Stratification factors included performance status, choice of chemotherapy, and time since diagnosis of advanced disease.
The primary objective of the research was OS, and key secondary objectives were PFS, ORR, duration of response, and DCR. Investigators also set out to examine safety and tolerability, quality of life, pharmacokinetics and pharmacodynamics, immunogenicity, and biomarkers.
“Pancreatic cancer is a very challenging, heterogenous disease, and the results of the TRYbeCA-1 phase 3 trial have now also encountered this significant hurdle,” Iman El-Hariry, MD, PhD, chief medical officer of Erytech, stated in a press release. “It is very disappointing that the clinical benefit of eryaspase demonstrated in the phase 2 trial was not confirmed; however, the study has addressed important questions in the management of [patients with] pancreatic cancer.”

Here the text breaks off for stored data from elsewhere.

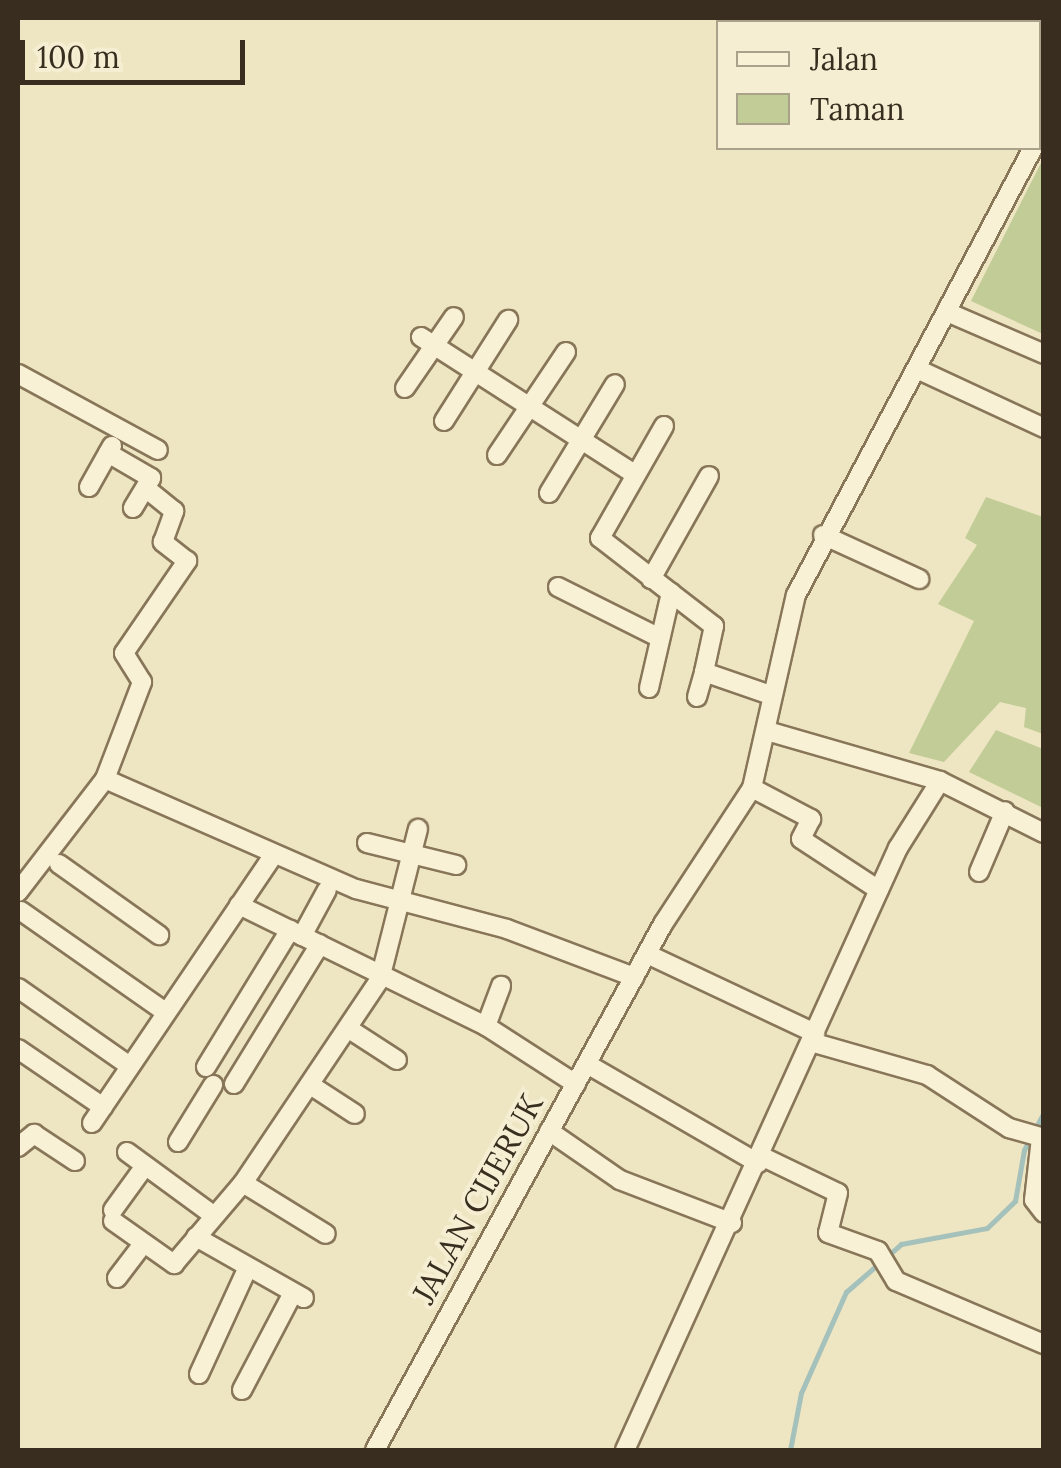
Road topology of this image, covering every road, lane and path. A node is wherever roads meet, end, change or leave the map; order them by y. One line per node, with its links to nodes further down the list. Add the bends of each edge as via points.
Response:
1 (1032, 150): 2 (street, JALAN CIJERUK)
2 (947, 312): 7 (street); 8 (street, JALAN CIJERUK)
3 (454, 317): 5 (street)
4 (508, 320): 9 (street)
5 (427, 341): 9 (street); 12 (street)
6 (566, 352): 13 (street)
7 (1044, 354)
8 (917, 369): 16 (street); 28 (street, JALAN CIJERUK)
9 (476, 370): 13 (street); 14 (street)
10 (18, 374): 17 (street)
11 (614, 384): 18 (street)
12 (405, 388)
13 (530, 405): 18 (street); 21 (street)
14 (444, 420)
15 (664, 426): 22 (street)
16 (1044, 428)
17 (120, 432): 19 (street); 20 (street)
18 (580, 441): 22 (street); 26 (street)
19 (158, 450)
20 (108, 453): 24 (street); 25 (street, via 150,476)
21 (497, 455)
22 (634, 474): 29 (street, via 600,538)
23 (709, 476): 29 (street)
24 (89, 486)
25 (147, 489): 27 (street); 39 (street, via 172,508 163,542 187,561 124,653 142,682)
26 (549, 493)
27 (133, 508)
28 (824, 535): 30 (street); 36 (street, JALAN CIJERUK)
29 (652, 579): 32 (street)
30 (919, 580)
31 (558, 587): 33 (street)
32 (671, 593): 33 (street); 34 (street, via 715,628)
33 (660, 638): 35 (street)
34 (704, 672): 36 (street); 37 (street)
35 (648, 688)
36 (768, 694): 38 (street, JALAN CIJERUK)
37 (697, 698)
38 (767, 730): 40 (street); 41 (street, JALAN CIJERUK)
39 (105, 778): 55 (street); 56 (street)
40 (940, 781): 42 (street); 46 (street)
41 (752, 788): 54 (street, via 811,819 801,839); 61 (street, JALAN CIJERUK)
42 (1005, 811): 44 (street); 52 (street)
43 (418, 828): 47 (street)
44 (1044, 834)
45 (367, 843): 47 (street)
46 (898, 848): 48 (street); 54 (street)
47 (411, 853): 51 (street); 56 (street)
48 (915, 858)
49 (270, 860): 57 (street)
50 (59, 864): 59 (street)
51 (456, 865)
52 (979, 872)
53 (326, 890): 58 (street)
54 (879, 890): 69 (street)
55 (19, 902): 66 (street)
56 (397, 902): 62 (street, via 507,929); 63 (street)
57 (239, 905): 58 (street); 66 (street)
58 (296, 933): 60 (street); 82 (street)
59 (159, 936)
60 (320, 944): 63 (street); 74 (street)
61 (647, 954): 62 (street, JALAN CIJERUK); 69 (street)
62 (634, 976): 72 (street, JALAN CIJERUK)
63 (380, 979): 67 (street); 68 (street)
64 (501, 986): 67 (street)
65 (18, 988): 73 (street)
66 (165, 1012): 73 (street)
67 (486, 1026): 75 (street)
68 (349, 1029): 71 (street); 76 (street)
69 (813, 1038): 81 (street, via 926,1075); 85 (street)
70 (18, 1049): 77 (street)
71 (397, 1060)
72 (586, 1064): 75 (street, JALAN CIJERUK); 85 (street)
73 (130, 1066): 77 (street)
74 (234, 1084)
75 (576, 1084): 80 (street, JALAN CIJERUK)
76 (312, 1086): 78 (street); 88 (street)
77 (103, 1107): 79 (street)
78 (355, 1114)
79 (92, 1124)
80 (549, 1131): 91 (street, via 620,1180); 100 (street, JALAN CIJERUK)
81 (1037, 1138): 89 (street, via 1034,1200)
82 (178, 1142)
83 (18, 1148): 86 (street, via 34,1134)
84 (127, 1152): 87 (street)
85 (760, 1160): 91 (street); 97 (street, via 838,1193 828,1233 884,1260 904,1286)
86 (75, 1161)
87 (146, 1166): 90 (street); 94 (street, via 113,1216)
88 (243, 1183): 90 (street); 92 (street)
89 (1044, 1213)
90 (213, 1215): 93 (street)
91 (732, 1223): 101 (street)
92 (326, 1234)
93 (196, 1237): 94 (street, via 166,1263); 95 (street)
94 (143, 1244): 96 (street)
95 (247, 1269): 98 (street); 99 (street, via 298,1296)
96 (116, 1278)
97 (1044, 1344)
98 (199, 1374)
99 (242, 1390)
100 (375, 1450)
101 (625, 1450)

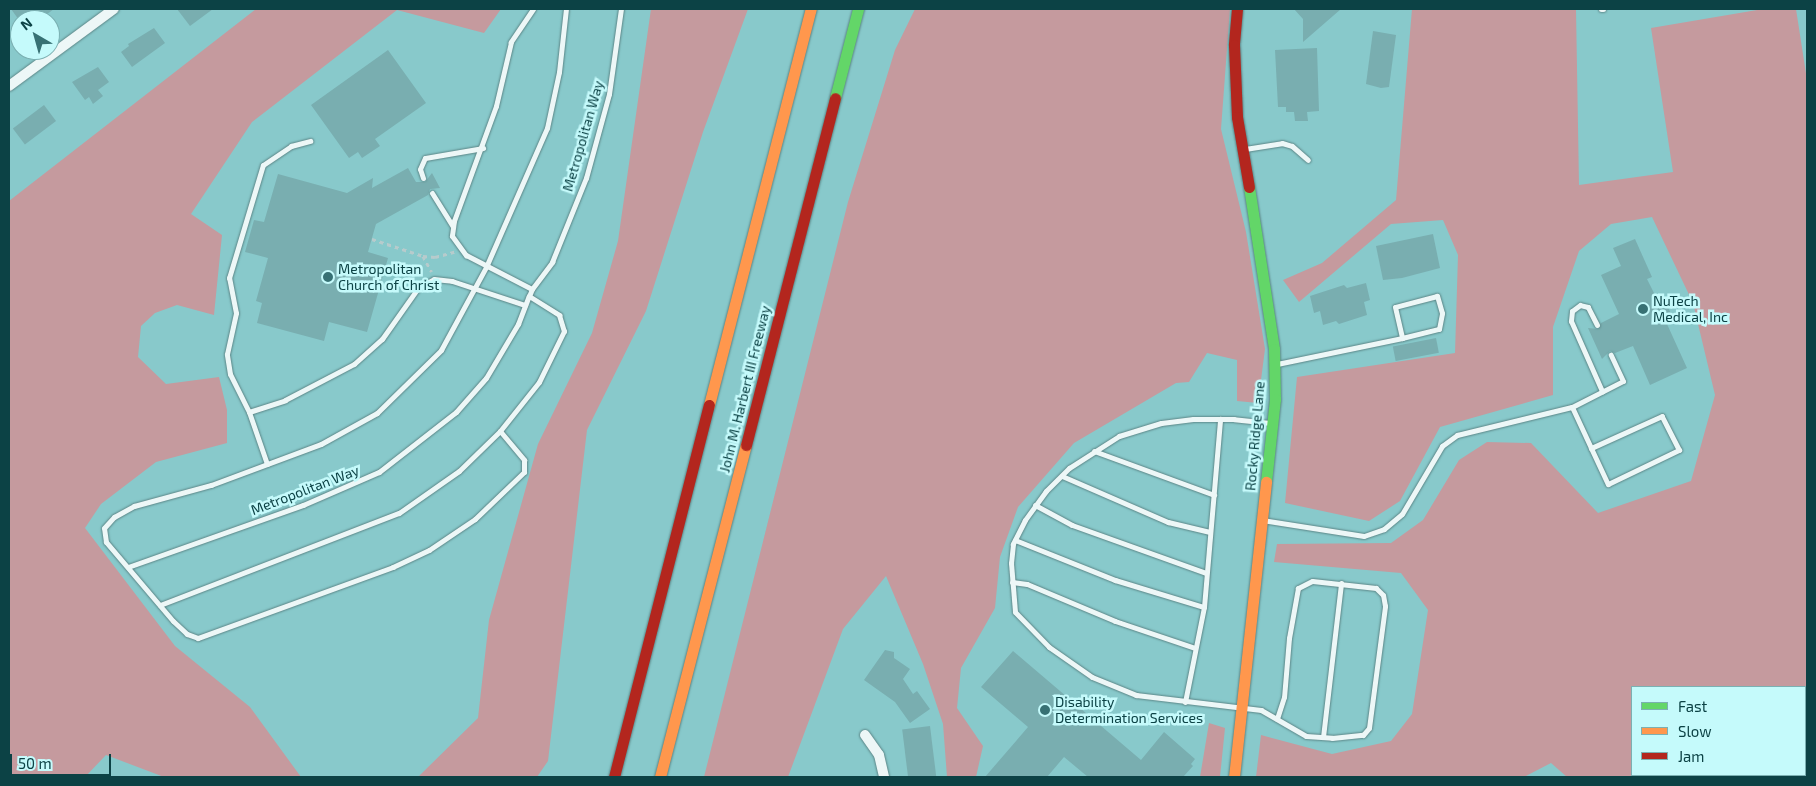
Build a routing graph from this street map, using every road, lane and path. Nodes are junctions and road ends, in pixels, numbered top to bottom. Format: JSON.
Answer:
{"nodes":[{"id":1,"x":114,"y":9,"type":"edge"},
{"id":2,"x":533,"y":9,"type":"edge"},
{"id":3,"x":566,"y":9,"type":"edge"},
{"id":4,"x":621,"y":9,"type":"edge"},
{"id":5,"x":811,"y":9,"type":"edge"},
{"id":6,"x":858,"y":9,"type":"edge"},
{"id":7,"x":1237,"y":9,"type":"edge"},
{"id":8,"x":9,"y":86,"type":"edge"},
{"id":9,"x":310,"y":141,"type":"dead end"},
{"id":10,"x":483,"y":148,"type":"junction"},
{"id":11,"x":1242,"y":150,"type":"junction"},
{"id":12,"x":1308,"y":160,"type":"dead end"},
{"id":13,"x":423,"y":178,"type":"dead end"},
{"id":14,"x":432,"y":193,"type":"dead end"},
{"id":15,"x":453,"y":226,"type":"junction"},
{"id":16,"x":372,"y":239,"type":"dead end"},
{"id":17,"x":459,"y":249,"type":"junction"},
{"id":18,"x":423,"y":256,"type":"junction"},
{"id":19,"x":486,"y":267,"type":"junction"},
{"id":20,"x":434,"y":279,"type":"junction"},
{"id":21,"x":476,"y":287,"type":"junction"},
{"id":22,"x":532,"y":289,"type":"junction"},
{"id":23,"x":529,"y":296,"type":"junction"},
{"id":24,"x":525,"y":305,"type":"junction"},
{"id":25,"x":1597,"y":324,"type":"dead end"},
{"id":26,"x":1402,"y":338,"type":"junction"},
{"id":27,"x":1611,"y":355,"type":"dead end"},
{"id":28,"x":1274,"y":364,"type":"junction"},
{"id":29,"x":1602,"y":391,"type":"junction"},
{"id":30,"x":1572,"y":407,"type":"junction"},
{"id":31,"x":249,"y":412,"type":"junction"},
{"id":32,"x":1220,"y":419,"type":"junction"},
{"id":33,"x":1273,"y":423,"type":"junction"},
{"id":34,"x":500,"y":431,"type":"junction"},
{"id":35,"x":1591,"y":448,"type":"junction"},
{"id":36,"x":1094,"y":451,"type":"junction"},
{"id":37,"x":267,"y":464,"type":"junction"},
{"id":38,"x":1062,"y":476,"type":"junction"},
{"id":39,"x":1214,"y":495,"type":"junction"},
{"id":40,"x":1036,"y":505,"type":"junction"},
{"id":41,"x":1262,"y":520,"type":"junction"},
{"id":42,"x":1210,"y":532,"type":"junction"},
{"id":43,"x":1015,"y":540,"type":"junction"},
{"id":44,"x":128,"y":567,"type":"junction"},
{"id":45,"x":1206,"y":572,"type":"junction"},
{"id":46,"x":1012,"y":582,"type":"junction"},
{"id":47,"x":1341,"y":583,"type":"junction"},
{"id":48,"x":160,"y":604,"type":"junction"},
{"id":49,"x":1204,"y":608,"type":"junction"},
{"id":50,"x":1195,"y":648,"type":"junction"},
{"id":51,"x":1185,"y":702,"type":"junction"},
{"id":52,"x":1240,"y":709,"type":"junction"},
{"id":53,"x":1277,"y":719,"type":"junction"},
{"id":54,"x":866,"y":735,"type":"dead end"},
{"id":55,"x":1323,"y":738,"type":"junction"},
{"id":56,"x":614,"y":777,"type":"edge"},
{"id":57,"x":660,"y":777,"type":"edge"},
{"id":58,"x":884,"y":777,"type":"edge"},
{"id":59,"x":1234,"y":777,"type":"edge"}],
"edges":[{"from":1,"to":8,"type":"street"},
{"from":2,"to":10,"type":"lane"},
{"from":3,"to":19,"type":"lane"},
{"from":4,"to":22,"type":"lane","name":"Metropolitan Way"},
{"from":5,"to":56,"type":"main road"},
{"from":6,"to":57,"type":"main road","name":"John M. Harbert III Freeway"},
{"from":7,"to":11,"type":"main road","name":"Rocky Ridge Lane"},
{"from":9,"to":31,"type":"lane"},
{"from":10,"to":13,"type":"lane"},
{"from":10,"to":15,"type":"lane"},
{"from":11,"to":12,"type":"lane"},
{"from":11,"to":28,"type":"main road","name":"Rocky Ridge Lane"},
{"from":14,"to":15,"type":"lane"},
{"from":15,"to":17,"type":"lane"},
{"from":16,"to":18,"type":"path"},
{"from":17,"to":18,"type":"path"},
{"from":17,"to":19,"type":"lane"},
{"from":18,"to":20,"type":"path"},
{"from":19,"to":21,"type":"lane"},
{"from":19,"to":22,"type":"lane"},
{"from":20,"to":21,"type":"lane"},
{"from":20,"to":31,"type":"lane"},
{"from":21,"to":24,"type":"lane"},
{"from":21,"to":37,"type":"lane"},
{"from":22,"to":23,"type":"lane","name":"Metropolitan Way"},
{"from":23,"to":24,"type":"lane","name":"Metropolitan Way"},
{"from":23,"to":34,"type":"lane"},
{"from":24,"to":44,"type":"lane","name":"Metropolitan Way"},
{"from":25,"to":29,"type":"lane"},
{"from":26,"to":26,"type":"lane"},
{"from":26,"to":28,"type":"lane"},
{"from":27,"to":29,"type":"lane"},
{"from":28,"to":33,"type":"main road","name":"Rocky Ridge Lane"},
{"from":29,"to":30,"type":"lane"},
{"from":30,"to":35,"type":"lane"},
{"from":30,"to":41,"type":"lane"},
{"from":31,"to":37,"type":"lane"},
{"from":32,"to":33,"type":"lane"},
{"from":32,"to":36,"type":"lane"},
{"from":32,"to":39,"type":"lane"},
{"from":33,"to":41,"type":"main road","name":"Rocky Ridge Lane"},
{"from":34,"to":48,"type":"lane"},
{"from":34,"to":48,"type":"lane"},
{"from":35,"to":35,"type":"lane"},
{"from":36,"to":38,"type":"lane"},
{"from":36,"to":39,"type":"lane"},
{"from":37,"to":44,"type":"lane"},
{"from":38,"to":40,"type":"lane"},
{"from":38,"to":42,"type":"lane"},
{"from":39,"to":42,"type":"lane"},
{"from":40,"to":43,"type":"lane"},
{"from":40,"to":45,"type":"lane"},
{"from":41,"to":52,"type":"main road","name":"Rocky Ridge Lane"},
{"from":42,"to":45,"type":"lane"},
{"from":43,"to":46,"type":"lane"},
{"from":43,"to":49,"type":"lane"},
{"from":44,"to":48,"type":"lane"},
{"from":45,"to":49,"type":"lane"},
{"from":46,"to":50,"type":"lane"},
{"from":46,"to":51,"type":"lane"},
{"from":47,"to":53,"type":"lane"},
{"from":47,"to":55,"type":"lane"},
{"from":47,"to":55,"type":"lane"},
{"from":49,"to":50,"type":"lane"},
{"from":50,"to":51,"type":"lane"},
{"from":51,"to":52,"type":"lane"},
{"from":52,"to":53,"type":"lane"},
{"from":52,"to":59,"type":"main road","name":"Rocky Ridge Lane"},
{"from":53,"to":55,"type":"lane"},
{"from":54,"to":58,"type":"street"}]}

Manuel Hidalgo, MD, PhD, of Weill Cornell Medicine/NewYork-Presbyterian Hospital and co-principal investigator of TRYbeCA-1, added that the results observed in the subgroup of patients who received fluoropyrimidine-based treatment warrant further investigation.
Erytech Pharma, the developer of eryaspase, shared that further analysis of the findings will be done and full findings will be shared at an upcoming medical meeting.